Using the T.Corpus

Tuning the indexer

By default, the indexer will index a node using its uid and its filePath values. However, it is possible to specify additional fields to index the node by, or change the default fields by overriding the indexFields property.

@indexFields

This property is supported on every node. The indexer will search for this property starting from the source node all the way up to the root T.Corpus node in the tree - which has the default index field specification. This resolving behavior allows for greater control and fine-tuning of what nodes should be indexed by.

Fields that reside on the node itself are referenced by their name with a $ prefix, like $uid or $filePath. Fields that omit the $ are expected to reside in the properties map. It is not allowed to index by meta fields.

The value for the index field must be either a string or an array of strings.

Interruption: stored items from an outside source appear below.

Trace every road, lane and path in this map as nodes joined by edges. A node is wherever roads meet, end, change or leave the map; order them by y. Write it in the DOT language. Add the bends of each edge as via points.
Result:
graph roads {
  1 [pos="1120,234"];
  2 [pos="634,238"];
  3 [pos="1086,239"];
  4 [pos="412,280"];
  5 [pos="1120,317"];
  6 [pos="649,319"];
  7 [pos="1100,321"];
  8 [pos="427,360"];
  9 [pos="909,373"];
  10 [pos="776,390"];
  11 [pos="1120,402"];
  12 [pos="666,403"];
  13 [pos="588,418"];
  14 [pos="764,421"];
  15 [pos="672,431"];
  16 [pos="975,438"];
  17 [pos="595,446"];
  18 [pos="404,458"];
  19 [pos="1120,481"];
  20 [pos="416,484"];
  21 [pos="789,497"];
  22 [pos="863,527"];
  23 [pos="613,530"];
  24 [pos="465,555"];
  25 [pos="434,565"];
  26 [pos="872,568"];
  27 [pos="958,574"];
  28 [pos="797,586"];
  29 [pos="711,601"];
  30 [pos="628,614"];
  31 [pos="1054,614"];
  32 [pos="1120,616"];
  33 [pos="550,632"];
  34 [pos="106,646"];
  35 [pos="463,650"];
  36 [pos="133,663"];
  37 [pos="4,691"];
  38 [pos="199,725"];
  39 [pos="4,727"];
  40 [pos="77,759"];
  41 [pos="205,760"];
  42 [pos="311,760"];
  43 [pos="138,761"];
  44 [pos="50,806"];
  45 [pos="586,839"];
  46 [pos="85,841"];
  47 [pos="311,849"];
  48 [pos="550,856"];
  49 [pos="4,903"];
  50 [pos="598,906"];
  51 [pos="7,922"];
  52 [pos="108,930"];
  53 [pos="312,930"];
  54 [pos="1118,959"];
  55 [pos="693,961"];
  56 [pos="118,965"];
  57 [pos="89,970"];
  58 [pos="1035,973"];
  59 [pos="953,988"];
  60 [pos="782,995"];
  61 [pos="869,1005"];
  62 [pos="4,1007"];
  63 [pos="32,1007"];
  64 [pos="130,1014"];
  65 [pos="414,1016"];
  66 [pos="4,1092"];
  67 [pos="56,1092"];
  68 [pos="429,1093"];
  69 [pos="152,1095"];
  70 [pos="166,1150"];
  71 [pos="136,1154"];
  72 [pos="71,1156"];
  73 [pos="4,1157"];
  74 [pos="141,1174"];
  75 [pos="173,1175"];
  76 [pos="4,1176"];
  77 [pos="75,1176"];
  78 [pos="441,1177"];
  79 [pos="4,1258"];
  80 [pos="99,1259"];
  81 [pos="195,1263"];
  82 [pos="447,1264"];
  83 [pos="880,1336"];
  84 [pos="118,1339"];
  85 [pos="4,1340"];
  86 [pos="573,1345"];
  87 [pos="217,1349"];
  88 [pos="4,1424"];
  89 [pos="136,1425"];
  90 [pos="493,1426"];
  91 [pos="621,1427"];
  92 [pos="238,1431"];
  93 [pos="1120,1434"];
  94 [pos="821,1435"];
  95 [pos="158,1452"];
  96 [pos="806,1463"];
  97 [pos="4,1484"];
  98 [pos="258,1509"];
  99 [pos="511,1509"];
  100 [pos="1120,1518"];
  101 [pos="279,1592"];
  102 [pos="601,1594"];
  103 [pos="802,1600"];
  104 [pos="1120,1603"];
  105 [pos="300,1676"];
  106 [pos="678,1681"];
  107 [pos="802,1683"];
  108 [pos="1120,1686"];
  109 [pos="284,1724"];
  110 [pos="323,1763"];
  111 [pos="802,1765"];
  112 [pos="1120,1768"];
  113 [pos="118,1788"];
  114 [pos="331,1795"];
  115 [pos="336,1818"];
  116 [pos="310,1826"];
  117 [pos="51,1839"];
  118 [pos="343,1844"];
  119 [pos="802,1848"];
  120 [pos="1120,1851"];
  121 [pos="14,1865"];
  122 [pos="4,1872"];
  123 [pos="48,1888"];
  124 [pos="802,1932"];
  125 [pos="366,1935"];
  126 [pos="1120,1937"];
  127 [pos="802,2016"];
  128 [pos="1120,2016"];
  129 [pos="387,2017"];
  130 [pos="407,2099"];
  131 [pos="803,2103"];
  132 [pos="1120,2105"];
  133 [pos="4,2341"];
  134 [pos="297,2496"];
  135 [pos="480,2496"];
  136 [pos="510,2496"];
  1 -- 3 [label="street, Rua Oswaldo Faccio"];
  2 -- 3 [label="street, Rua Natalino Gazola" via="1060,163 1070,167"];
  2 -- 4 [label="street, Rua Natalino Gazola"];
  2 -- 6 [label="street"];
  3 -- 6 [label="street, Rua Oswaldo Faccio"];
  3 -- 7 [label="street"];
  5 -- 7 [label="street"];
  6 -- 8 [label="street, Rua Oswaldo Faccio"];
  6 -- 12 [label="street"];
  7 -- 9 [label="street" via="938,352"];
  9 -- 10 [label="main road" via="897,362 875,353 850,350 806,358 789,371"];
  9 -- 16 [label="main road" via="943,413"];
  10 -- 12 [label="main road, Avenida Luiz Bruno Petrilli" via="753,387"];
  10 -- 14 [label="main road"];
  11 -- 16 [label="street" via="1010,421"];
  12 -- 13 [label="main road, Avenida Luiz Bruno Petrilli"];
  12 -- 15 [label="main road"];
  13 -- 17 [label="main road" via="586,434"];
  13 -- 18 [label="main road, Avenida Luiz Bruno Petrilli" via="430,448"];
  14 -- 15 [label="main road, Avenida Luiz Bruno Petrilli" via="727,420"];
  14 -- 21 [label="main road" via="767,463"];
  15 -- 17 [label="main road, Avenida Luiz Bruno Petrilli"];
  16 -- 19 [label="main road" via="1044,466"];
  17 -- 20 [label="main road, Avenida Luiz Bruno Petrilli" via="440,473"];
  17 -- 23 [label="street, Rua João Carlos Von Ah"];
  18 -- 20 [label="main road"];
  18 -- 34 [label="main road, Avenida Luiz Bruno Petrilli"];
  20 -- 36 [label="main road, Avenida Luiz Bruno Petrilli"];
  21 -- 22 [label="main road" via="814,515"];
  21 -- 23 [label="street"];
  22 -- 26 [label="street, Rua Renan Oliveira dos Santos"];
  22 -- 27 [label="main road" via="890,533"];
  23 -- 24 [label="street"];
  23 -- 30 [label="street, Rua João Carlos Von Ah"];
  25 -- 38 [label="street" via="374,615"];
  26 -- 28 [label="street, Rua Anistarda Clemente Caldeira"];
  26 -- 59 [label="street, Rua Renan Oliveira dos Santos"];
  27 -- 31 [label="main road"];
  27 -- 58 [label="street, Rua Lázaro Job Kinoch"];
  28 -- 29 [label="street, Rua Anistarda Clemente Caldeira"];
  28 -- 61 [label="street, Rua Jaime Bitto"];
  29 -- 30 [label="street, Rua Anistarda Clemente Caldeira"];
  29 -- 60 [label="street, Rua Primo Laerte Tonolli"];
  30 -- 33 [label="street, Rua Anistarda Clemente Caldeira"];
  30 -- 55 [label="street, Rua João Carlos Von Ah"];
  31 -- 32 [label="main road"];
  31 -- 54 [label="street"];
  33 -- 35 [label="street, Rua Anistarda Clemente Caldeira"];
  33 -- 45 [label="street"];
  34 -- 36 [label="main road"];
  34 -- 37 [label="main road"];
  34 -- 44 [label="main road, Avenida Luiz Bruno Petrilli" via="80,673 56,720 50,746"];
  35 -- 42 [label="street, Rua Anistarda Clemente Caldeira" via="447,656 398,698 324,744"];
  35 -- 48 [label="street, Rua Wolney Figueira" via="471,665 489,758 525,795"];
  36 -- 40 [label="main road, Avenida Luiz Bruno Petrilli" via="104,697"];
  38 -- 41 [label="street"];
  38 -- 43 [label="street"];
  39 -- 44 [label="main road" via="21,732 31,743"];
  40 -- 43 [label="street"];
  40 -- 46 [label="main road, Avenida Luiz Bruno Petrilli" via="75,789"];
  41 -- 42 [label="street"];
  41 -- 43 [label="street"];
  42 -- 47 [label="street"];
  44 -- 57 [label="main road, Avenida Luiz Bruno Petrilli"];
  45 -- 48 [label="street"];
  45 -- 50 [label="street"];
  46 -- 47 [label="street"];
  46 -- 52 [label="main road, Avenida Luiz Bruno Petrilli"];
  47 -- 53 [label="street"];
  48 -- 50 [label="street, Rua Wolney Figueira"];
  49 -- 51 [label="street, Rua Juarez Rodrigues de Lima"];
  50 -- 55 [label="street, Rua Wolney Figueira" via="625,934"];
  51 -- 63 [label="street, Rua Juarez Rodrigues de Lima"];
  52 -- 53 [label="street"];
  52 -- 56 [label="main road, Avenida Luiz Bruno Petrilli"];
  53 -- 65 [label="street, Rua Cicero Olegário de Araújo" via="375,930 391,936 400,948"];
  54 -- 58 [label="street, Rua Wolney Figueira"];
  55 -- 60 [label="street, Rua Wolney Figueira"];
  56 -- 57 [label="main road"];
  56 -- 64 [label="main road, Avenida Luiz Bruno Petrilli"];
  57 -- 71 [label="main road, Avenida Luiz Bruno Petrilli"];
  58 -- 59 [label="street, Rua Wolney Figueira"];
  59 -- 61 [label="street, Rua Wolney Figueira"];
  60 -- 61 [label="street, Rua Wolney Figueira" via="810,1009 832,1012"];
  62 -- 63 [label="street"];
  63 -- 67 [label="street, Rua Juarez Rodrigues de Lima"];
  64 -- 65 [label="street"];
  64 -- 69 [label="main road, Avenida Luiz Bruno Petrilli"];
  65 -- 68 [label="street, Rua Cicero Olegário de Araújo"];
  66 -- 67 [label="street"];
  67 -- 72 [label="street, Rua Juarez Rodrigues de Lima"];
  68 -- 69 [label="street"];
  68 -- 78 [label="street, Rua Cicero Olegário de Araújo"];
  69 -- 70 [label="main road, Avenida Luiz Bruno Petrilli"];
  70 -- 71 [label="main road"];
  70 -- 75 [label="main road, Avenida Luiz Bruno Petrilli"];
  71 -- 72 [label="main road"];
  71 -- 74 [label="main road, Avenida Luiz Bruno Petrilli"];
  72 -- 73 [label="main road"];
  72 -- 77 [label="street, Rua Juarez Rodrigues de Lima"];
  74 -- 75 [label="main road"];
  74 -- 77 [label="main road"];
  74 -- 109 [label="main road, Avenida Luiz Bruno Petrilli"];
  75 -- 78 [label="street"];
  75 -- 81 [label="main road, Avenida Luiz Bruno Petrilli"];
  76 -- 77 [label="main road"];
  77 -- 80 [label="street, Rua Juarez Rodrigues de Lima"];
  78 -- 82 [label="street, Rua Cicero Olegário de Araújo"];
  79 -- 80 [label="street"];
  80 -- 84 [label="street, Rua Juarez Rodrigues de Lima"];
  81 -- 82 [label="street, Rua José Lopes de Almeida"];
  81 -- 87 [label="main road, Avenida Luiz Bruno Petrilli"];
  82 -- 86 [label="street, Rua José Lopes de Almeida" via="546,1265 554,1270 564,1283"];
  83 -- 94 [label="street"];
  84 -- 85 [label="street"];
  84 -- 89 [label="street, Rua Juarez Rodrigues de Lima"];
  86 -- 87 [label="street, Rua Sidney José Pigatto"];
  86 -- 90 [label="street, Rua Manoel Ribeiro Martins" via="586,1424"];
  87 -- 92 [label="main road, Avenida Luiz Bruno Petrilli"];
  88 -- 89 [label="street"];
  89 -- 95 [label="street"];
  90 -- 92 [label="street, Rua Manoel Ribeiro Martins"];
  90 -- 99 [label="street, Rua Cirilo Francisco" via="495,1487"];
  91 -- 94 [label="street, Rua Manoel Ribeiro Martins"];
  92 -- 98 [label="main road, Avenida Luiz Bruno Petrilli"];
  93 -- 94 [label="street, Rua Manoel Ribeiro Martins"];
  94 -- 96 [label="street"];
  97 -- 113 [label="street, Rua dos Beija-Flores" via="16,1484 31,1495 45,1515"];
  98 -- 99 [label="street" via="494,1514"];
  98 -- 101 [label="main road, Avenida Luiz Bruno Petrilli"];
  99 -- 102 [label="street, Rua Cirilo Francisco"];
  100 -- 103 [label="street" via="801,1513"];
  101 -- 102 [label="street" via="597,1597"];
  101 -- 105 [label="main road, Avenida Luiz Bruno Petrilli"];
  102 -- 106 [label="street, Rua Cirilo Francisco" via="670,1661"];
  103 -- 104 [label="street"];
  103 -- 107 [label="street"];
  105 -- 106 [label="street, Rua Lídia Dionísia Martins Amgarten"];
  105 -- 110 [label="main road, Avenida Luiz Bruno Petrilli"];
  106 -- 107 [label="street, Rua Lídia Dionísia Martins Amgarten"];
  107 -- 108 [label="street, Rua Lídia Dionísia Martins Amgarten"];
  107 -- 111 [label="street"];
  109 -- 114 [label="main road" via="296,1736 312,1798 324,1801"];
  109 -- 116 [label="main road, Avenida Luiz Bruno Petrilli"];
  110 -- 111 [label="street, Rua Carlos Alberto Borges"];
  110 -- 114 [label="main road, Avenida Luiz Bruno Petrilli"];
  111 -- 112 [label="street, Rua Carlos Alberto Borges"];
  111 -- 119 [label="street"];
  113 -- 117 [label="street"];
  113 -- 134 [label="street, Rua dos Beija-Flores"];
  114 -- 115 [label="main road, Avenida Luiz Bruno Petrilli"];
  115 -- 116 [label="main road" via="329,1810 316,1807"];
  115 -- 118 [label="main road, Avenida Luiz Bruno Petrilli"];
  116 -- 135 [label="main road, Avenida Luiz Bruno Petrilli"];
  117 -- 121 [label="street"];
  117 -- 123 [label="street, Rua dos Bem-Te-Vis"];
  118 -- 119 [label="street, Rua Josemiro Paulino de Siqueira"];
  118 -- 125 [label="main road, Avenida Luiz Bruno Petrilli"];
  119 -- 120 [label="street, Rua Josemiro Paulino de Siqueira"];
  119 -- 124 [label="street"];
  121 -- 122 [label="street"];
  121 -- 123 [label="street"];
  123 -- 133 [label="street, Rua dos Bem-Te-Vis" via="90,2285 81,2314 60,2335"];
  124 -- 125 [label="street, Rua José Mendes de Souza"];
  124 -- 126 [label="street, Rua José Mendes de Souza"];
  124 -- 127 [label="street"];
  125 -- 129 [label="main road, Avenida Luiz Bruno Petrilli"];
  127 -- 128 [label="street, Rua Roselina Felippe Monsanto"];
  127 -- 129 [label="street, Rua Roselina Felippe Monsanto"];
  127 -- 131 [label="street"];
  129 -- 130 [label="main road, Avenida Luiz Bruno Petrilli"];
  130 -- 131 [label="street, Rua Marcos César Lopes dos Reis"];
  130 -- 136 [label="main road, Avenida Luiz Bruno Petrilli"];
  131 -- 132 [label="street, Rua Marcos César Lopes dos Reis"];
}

In the case of the latter, all values will be used as indices.

Specifying index fields

For example, suppose we have an alias property that we'd like to index a document by:

b.namespace({
  id: 'A',
  documents: [
    b.document({
      id: 'X',
      indexFields: [ '$uid', 'alias' ],
      properties: {
        alias: 'F'
      }  
    })
  ]
})

Now, A/X can be resolved by any of: A/X, A/F, F. X will also resolve to A/X if we are within the namespace A.

Keep in mind that all indices beside the one generated from the uid field are public; they will be visible to all other documents in the corpus.

If you need to scope custom indices, you are responsible for doing so.

Skipping indexing altogether

It is possible to remove a node from the index by specifying an empty indexFields array, a la:

b.document({
  id: 'bar'
  indexFields: []
});

This way, linking to bar will not resolve with that document.